When BB-65 was redesignated an Iowa-class ship, she was assigned the name Illinois and reconfigured to adhere to the fast battleship designs drawn up in 1938, by the Preliminary Design Branch at the Bureau of Construction and Repair. Her funding was authorized via the passage of the Two-Ocean Navy Act by the U.S. Congress on 19 July 1940, and she would now become the fifth Iowa-class ship built for the U.S. Navy. Her contract was assigned on 9 September 1940, the same date as Kentucky. Funding for the battleship was provided in part by proceeds from the auction of "King Neptune", a Hereford swine presented across the state of Illinois as a fundraiser, ultimately helping to raise $19 million in war bonds.

Illinoiss construction was put on hold in 1942, after the Battles of the Coral Sea and Midway, while the Bureau of Ships considered an aircraft carrier conversion proposal for Illinois and Kentucky. As proposed, the converted Illinois flight deck would have been 864 ft long by 108 ft wide, with an armament identical to the carriers of the 's four twin 5-inch gun mounts and four more 5-inch guns in single mounts, along with six 40 mm quadruple mounts. The conversion was abandoned after the design team decided that the converted carriers would carry fewer aircraft than the Essex-class, that more Essex-class carriers could be built in the same amount of time to convert the battleships, and that the project would be significantly more expensive than building new Essex-class carriers. Instead, Illinois and Kentucky were to be completed as battleships, but their construction was given very low priority.

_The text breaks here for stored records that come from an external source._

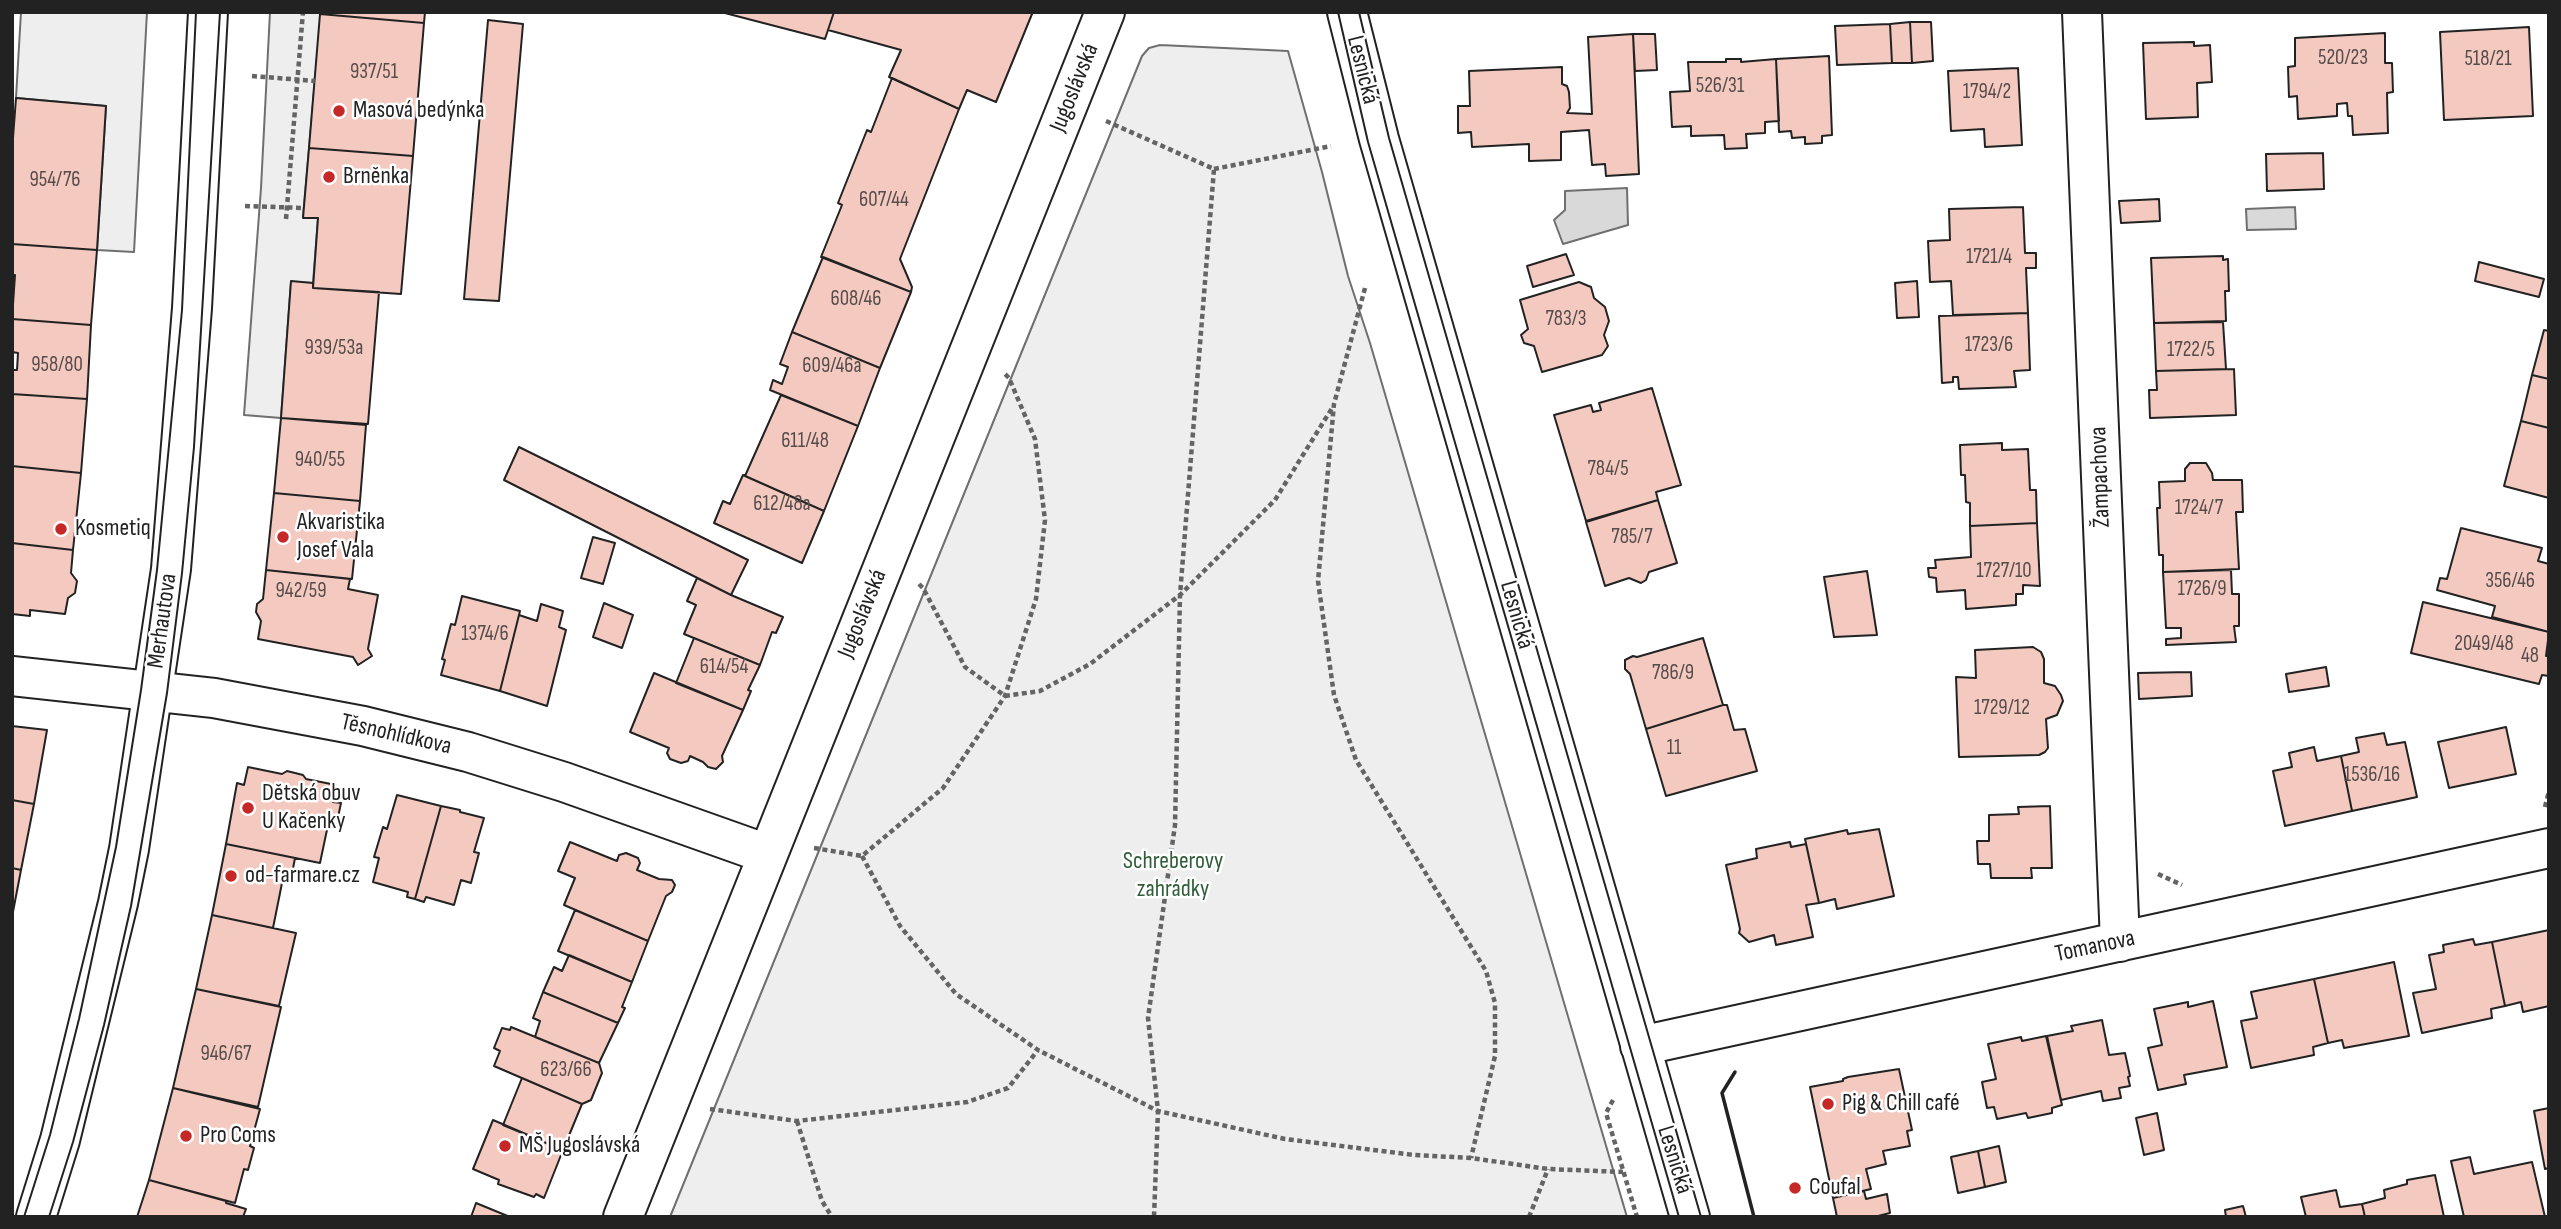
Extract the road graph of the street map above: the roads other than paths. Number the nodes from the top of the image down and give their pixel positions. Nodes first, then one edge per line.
1 (208, 12) edge
2 (1105, 12) edge
3 (1348, 12) edge
4 (2082, 12) edge
5 (12, 676) edge
6 (153, 691) junction
7 (2549, 848) edge
8 (767, 854) junction
9 (2120, 942) junction
10 (1640, 1046) junction
11 (36, 1217) edge
12 (623, 1217) edge
13 (1690, 1217) edge

1 - 6 street, Merhautova
2 - 8 street, Jugoslávská
3 - 10 street, Lesnická
4 - 9 street, Žampachova
5 - 6 street, Těsnohlídkova
6 - 8 street, Těsnohlídkova
6 - 11 street, Merhautova
7 - 9 street, Tomanova
8 - 12 street, Jugoslávská
9 - 10 street, Tomanova
10 - 13 street, Lesnická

Illinoiss keel was laid down at the Philadelphia Naval Shipyard, on 6 December 1942; her projected completion date was 1 May 1945. Ultimately, the ship was canceled on 11 August 1945, when she was about 22 per cent complete. She was struck from the Naval Vessel Register on 12 August 1945. Her incomplete hulk initially was retained on the belief that it could be used as a target in nuclear weapons tests. However, the $30 million it would cost to complete the ship enough to be able to launch her proved too great and the plan was abandoned. She remained in the dockyard until September 1958, when she was broken up on the slipway.

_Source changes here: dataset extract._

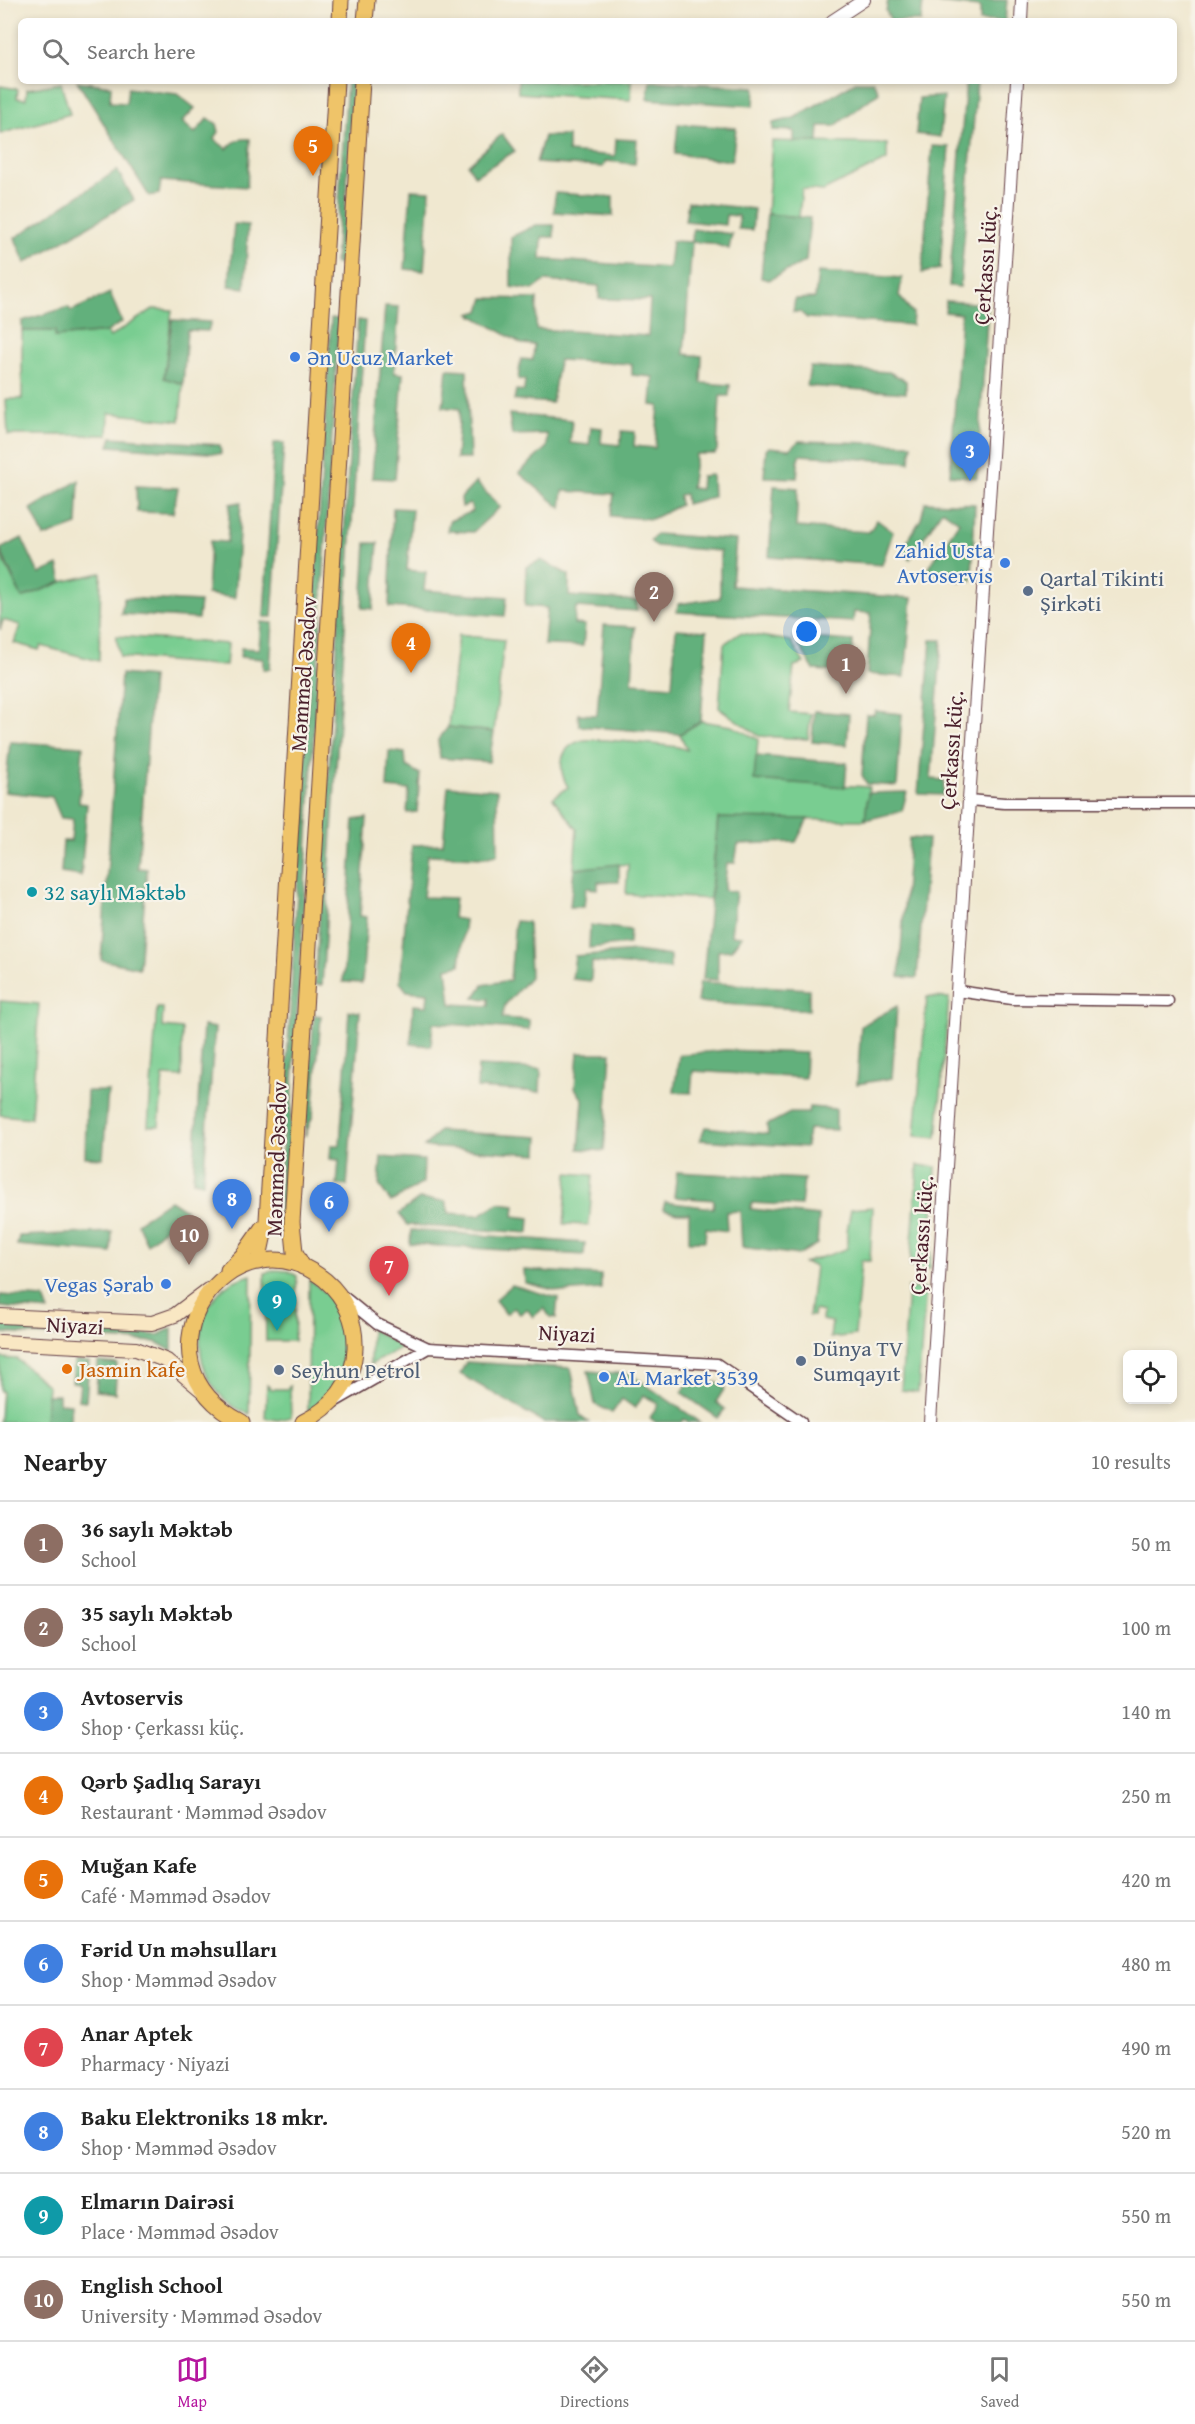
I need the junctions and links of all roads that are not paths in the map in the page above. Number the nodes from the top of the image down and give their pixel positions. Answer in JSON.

The ship's bell, inscribed "USS Illinois 1946", is now at Memorial Stadium at the University of Illinois at Urbana–Champaign. The bell is on loan from the Naval History and Heritage Command (Accession #70-399-A), Washington Navy Yard, Washington DC, to the Naval Reserve Officers Training Corps (NROTC) at the university. The bell is traditionally rung by NROTC members when the university football team scores a touchdown or goal.